#### [Exercise aim]
The answer must consist only of the lines from the line with "import math" to the line with "for i, (u, v)", both included, exactly as they stand below.

#### [Material for this exercise]
-.-.-

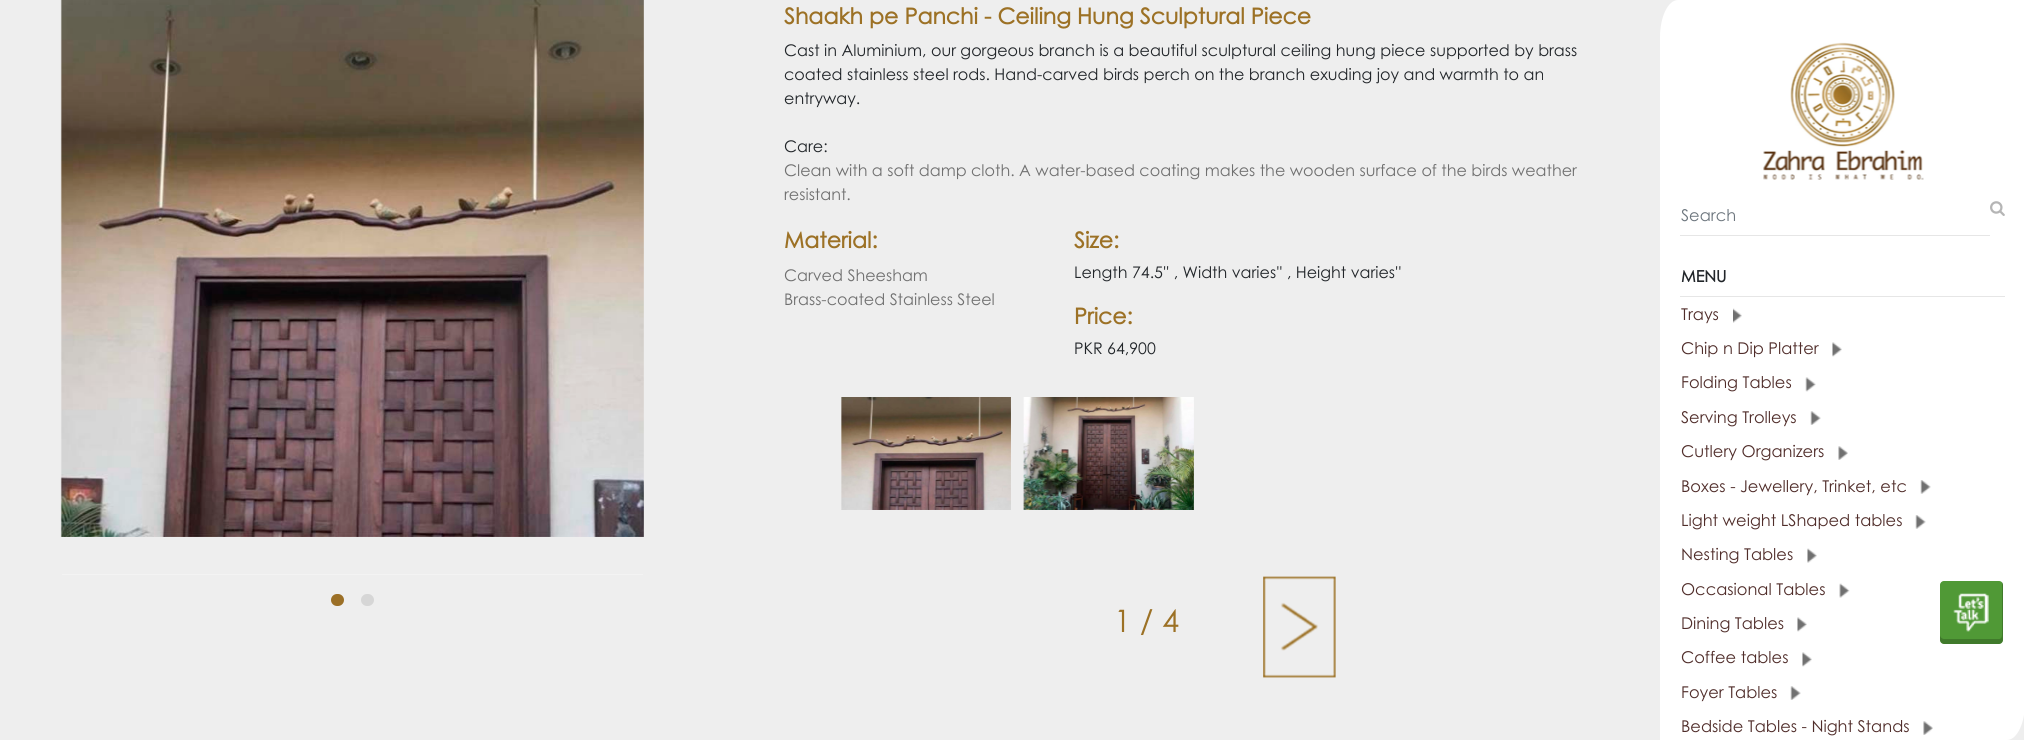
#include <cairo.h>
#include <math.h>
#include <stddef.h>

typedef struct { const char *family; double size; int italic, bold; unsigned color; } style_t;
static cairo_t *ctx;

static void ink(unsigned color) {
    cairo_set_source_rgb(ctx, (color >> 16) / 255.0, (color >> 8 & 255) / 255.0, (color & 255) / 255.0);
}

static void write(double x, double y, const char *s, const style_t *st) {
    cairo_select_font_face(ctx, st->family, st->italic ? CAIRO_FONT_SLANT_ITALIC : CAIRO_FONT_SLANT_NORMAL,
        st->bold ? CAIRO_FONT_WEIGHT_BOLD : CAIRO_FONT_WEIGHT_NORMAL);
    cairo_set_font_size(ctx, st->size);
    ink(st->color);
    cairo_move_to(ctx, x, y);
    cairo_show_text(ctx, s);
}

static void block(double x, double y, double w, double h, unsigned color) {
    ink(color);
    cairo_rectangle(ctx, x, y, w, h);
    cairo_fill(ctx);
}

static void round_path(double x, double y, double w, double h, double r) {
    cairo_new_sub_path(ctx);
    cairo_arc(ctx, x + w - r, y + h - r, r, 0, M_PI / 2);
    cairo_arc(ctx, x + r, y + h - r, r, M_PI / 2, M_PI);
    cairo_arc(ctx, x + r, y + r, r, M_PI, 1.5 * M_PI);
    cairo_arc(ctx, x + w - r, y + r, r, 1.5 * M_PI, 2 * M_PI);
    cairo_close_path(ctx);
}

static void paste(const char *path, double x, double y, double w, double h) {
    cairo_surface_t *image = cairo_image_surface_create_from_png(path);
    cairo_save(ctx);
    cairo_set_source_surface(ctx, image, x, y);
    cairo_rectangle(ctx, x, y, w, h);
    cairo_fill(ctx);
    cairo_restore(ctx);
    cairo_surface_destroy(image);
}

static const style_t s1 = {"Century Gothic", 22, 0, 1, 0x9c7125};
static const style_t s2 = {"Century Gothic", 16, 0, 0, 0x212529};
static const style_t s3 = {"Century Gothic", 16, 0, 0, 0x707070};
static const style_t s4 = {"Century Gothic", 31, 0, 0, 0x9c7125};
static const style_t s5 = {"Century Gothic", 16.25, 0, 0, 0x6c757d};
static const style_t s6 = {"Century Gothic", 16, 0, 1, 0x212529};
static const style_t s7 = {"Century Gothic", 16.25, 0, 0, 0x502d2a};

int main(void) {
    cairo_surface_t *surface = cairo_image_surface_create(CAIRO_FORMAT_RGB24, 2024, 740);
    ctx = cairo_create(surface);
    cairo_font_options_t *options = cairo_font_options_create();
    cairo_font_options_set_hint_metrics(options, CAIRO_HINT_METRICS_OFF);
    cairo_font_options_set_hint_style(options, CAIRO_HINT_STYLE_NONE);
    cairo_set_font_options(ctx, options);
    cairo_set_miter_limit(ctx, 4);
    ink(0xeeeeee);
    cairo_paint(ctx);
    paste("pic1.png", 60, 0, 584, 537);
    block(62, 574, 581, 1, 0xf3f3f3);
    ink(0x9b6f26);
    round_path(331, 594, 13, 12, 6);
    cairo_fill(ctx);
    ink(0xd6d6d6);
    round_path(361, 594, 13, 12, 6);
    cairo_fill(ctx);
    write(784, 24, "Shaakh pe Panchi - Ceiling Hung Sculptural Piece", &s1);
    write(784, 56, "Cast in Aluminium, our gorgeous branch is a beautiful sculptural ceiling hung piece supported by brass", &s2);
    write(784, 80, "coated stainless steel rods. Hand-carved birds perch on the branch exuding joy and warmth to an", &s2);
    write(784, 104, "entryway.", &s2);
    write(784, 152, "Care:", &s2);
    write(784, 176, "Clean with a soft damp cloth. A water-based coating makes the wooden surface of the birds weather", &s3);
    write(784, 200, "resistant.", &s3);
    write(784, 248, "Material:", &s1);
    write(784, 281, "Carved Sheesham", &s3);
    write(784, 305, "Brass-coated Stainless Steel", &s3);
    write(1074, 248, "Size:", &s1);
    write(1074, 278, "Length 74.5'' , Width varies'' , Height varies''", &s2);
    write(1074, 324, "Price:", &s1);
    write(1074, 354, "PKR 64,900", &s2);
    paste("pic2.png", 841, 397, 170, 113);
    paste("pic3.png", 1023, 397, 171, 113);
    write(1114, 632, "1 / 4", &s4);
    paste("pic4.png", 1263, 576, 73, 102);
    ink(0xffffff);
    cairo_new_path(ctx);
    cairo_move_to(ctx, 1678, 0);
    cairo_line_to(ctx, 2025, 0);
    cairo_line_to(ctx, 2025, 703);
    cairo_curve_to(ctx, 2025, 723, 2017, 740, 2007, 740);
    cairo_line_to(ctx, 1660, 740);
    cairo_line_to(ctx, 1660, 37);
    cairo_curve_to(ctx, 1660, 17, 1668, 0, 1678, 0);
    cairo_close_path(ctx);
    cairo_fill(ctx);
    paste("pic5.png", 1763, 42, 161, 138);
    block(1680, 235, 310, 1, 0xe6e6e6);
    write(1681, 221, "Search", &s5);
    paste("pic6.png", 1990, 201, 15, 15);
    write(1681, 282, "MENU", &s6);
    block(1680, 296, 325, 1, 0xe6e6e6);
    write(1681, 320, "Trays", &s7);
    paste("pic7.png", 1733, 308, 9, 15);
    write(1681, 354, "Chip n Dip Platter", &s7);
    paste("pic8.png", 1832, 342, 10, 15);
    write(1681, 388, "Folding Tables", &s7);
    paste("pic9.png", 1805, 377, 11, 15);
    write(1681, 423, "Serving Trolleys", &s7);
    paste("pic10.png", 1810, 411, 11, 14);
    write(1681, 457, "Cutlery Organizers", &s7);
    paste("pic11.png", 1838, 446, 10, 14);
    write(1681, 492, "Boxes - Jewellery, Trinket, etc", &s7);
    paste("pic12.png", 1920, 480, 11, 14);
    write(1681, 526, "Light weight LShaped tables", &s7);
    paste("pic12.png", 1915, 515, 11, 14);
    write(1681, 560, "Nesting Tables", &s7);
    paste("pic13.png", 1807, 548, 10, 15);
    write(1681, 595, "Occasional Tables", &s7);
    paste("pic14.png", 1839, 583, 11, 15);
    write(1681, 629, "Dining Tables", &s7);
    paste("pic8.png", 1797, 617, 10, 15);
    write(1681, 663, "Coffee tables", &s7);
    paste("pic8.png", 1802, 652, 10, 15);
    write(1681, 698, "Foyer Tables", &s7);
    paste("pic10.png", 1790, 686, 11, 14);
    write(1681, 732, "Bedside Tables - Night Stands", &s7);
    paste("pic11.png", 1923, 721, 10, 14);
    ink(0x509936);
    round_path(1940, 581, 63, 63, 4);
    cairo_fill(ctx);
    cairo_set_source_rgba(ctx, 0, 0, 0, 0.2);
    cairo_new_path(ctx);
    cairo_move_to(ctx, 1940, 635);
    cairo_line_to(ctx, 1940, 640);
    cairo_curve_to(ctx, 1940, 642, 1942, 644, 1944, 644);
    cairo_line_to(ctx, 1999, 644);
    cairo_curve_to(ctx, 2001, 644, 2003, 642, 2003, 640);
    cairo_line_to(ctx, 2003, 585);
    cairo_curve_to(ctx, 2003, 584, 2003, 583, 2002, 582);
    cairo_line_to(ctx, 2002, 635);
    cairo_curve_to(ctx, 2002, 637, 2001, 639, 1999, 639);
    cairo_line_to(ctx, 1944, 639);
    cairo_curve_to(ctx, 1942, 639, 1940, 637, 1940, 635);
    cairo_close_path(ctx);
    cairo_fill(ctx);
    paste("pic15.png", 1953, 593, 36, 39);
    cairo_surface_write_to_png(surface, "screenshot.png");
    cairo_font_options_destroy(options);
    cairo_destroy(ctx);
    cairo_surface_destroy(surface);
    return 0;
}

-.-.-

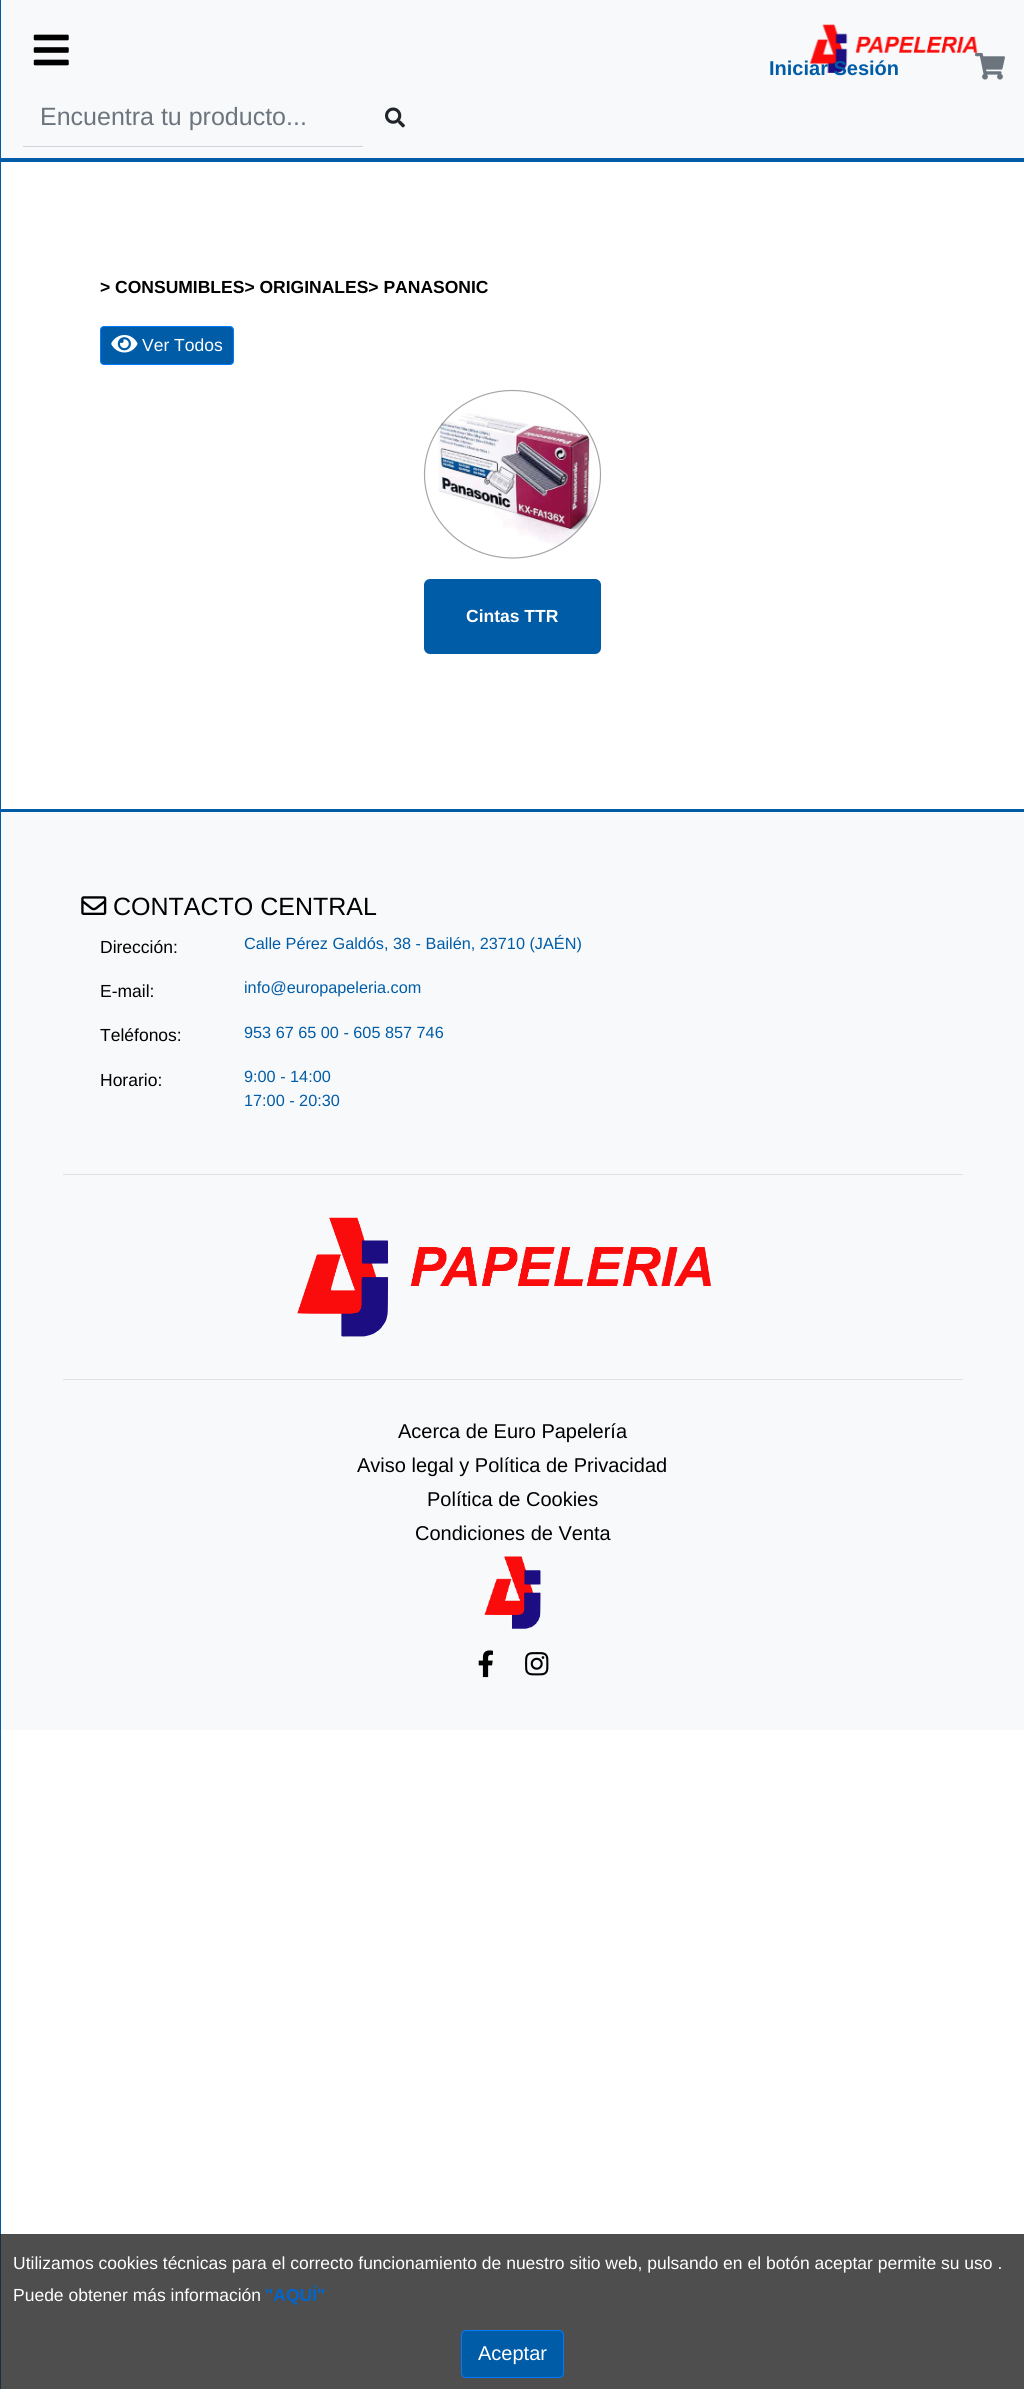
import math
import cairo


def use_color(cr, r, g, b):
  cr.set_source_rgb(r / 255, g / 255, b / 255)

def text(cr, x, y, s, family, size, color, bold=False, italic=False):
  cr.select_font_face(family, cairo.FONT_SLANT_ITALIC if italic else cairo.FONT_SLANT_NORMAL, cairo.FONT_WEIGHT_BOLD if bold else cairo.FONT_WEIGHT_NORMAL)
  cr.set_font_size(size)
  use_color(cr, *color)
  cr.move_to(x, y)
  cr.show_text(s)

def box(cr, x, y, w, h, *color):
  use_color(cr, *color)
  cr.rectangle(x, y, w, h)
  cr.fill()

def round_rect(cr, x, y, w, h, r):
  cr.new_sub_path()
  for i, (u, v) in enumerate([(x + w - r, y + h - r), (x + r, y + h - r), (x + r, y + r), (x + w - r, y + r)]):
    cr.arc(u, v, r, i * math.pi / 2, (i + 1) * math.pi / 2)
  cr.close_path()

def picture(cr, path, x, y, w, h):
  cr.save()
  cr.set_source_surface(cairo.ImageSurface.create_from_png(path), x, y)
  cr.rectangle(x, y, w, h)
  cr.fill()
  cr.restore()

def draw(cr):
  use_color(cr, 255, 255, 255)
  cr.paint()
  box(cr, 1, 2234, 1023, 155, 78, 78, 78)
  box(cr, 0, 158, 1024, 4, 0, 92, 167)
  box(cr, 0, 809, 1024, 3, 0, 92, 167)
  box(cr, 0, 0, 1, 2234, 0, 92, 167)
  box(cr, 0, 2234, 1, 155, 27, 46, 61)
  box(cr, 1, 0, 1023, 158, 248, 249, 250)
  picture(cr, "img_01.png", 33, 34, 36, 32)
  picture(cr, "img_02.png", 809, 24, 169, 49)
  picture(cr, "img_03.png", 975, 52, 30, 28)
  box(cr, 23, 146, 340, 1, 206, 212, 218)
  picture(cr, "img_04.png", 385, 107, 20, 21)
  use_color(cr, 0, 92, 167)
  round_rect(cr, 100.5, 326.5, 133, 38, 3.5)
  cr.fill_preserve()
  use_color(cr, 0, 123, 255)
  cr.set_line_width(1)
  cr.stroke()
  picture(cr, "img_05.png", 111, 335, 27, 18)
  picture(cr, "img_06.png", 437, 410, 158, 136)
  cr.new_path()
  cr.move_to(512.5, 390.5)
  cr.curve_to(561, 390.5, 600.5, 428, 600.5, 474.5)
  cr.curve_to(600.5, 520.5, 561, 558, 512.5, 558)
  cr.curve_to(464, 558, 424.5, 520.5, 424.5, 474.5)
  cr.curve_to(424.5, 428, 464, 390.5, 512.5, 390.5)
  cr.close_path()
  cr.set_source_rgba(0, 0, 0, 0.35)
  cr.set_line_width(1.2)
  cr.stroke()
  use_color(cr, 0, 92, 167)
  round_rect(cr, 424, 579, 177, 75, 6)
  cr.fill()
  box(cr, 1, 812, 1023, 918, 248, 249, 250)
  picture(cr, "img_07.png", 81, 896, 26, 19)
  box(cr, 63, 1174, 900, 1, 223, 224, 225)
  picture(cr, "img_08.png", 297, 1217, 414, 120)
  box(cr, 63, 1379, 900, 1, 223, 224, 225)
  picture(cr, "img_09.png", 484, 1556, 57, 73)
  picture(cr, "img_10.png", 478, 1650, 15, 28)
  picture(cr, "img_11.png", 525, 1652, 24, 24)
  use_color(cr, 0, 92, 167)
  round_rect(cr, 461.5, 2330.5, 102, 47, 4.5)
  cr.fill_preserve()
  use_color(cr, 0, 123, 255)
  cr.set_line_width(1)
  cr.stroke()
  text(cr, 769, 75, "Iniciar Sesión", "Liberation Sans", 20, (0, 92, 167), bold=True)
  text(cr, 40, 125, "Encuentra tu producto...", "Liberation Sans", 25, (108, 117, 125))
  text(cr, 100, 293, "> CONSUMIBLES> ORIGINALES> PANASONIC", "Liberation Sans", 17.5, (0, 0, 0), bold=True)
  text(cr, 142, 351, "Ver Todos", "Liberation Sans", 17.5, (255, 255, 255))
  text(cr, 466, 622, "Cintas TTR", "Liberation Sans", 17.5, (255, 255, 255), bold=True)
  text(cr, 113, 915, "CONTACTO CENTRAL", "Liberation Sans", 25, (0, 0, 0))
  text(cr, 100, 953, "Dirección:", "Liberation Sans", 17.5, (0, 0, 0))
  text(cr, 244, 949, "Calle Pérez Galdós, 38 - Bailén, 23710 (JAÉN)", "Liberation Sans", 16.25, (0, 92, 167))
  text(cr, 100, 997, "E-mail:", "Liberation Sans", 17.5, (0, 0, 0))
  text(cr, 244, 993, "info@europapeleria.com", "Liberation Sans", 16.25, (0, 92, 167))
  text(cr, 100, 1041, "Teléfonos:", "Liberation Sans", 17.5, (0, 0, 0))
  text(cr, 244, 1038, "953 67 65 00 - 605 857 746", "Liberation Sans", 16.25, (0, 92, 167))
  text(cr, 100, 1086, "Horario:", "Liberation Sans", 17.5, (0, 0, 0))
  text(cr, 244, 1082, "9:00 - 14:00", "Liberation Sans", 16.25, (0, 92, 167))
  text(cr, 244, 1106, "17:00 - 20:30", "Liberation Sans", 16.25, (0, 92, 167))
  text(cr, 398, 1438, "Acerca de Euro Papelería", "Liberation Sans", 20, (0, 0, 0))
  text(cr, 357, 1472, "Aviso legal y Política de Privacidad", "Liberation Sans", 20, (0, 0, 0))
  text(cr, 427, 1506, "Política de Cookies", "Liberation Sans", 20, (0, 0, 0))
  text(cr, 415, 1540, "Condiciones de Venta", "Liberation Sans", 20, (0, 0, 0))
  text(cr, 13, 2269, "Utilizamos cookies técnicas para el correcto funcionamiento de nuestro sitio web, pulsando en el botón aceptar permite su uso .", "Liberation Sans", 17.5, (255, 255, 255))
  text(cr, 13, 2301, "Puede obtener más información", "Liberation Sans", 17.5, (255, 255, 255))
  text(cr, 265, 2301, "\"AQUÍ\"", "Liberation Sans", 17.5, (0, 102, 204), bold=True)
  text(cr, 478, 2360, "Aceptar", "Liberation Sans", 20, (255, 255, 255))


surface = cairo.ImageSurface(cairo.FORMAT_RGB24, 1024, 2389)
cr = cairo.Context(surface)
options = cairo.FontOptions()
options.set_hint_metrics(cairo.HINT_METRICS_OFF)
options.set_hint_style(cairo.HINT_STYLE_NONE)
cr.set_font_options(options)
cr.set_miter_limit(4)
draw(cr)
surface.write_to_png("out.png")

-.-.-

#### [Answer to this task]
import math
import cairo


def use_color(cr, r, g, b):
  cr.set_source_rgb(r / 255, g / 255, b / 255)

def text(cr, x, y, s, family, size, color, bold=False, italic=False):
  cr.select_font_face(family, cairo.FONT_SLANT_ITALIC if italic else cairo.FONT_SLANT_NORMAL, cairo.FONT_WEIGHT_BOLD if bold else cairo.FONT_WEIGHT_NORMAL)
  cr.set_font_size(size)
  use_color(cr, *color)
  cr.move_to(x, y)
  cr.show_text(s)

def box(cr, x, y, w, h, *color):
  use_color(cr, *color)
  cr.rectangle(x, y, w, h)
  cr.fill()

def round_rect(cr, x, y, w, h, r):
  cr.new_sub_path()
  for i, (u, v) in enumerate([(x + w - r, y + h - r), (x + r, y + h - r), (x + r, y + r), (x + w - r, y + r)]):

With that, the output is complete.